**Directions for this task**
Filter the entries below down to the lines that hold "main".

** Opening Given information block **

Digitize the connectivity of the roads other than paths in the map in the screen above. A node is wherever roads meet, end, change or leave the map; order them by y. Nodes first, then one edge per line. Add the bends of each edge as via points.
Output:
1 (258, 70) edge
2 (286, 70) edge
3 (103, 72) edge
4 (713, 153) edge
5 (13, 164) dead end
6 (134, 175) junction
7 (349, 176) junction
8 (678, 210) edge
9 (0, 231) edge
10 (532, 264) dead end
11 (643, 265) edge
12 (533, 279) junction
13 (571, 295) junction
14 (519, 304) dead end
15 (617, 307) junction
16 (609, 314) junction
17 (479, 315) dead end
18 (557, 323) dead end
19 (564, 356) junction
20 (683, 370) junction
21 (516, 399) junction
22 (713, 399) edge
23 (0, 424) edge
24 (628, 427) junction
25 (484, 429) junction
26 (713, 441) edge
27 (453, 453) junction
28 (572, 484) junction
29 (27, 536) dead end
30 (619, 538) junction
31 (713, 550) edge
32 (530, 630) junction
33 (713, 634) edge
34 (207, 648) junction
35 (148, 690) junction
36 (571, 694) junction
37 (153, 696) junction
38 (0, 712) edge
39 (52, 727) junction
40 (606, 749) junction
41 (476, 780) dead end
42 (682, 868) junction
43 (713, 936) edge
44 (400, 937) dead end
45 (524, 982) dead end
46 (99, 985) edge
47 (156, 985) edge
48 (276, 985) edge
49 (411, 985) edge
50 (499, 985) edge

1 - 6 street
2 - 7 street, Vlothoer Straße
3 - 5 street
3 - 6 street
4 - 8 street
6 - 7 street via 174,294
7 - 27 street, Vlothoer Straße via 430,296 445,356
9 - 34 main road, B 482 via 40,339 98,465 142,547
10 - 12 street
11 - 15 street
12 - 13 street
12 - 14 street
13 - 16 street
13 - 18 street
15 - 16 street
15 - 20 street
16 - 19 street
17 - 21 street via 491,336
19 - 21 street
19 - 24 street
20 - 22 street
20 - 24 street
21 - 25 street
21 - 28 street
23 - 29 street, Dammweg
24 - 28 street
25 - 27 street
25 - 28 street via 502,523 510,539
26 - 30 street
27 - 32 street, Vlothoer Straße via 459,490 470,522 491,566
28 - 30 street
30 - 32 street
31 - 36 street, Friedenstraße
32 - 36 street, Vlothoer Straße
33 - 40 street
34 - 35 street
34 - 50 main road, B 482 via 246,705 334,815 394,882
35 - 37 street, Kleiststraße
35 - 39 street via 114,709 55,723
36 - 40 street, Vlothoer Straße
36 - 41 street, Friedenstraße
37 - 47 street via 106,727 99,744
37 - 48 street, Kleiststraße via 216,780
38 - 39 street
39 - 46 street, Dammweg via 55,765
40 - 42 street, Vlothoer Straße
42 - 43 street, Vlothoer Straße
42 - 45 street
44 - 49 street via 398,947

** Closing Given information block **

**Exercise answer**
9 - 34 main road, B 482 via 40,339 98,465 142,547
34 - 50 main road, B 482 via 246,705 334,815 394,882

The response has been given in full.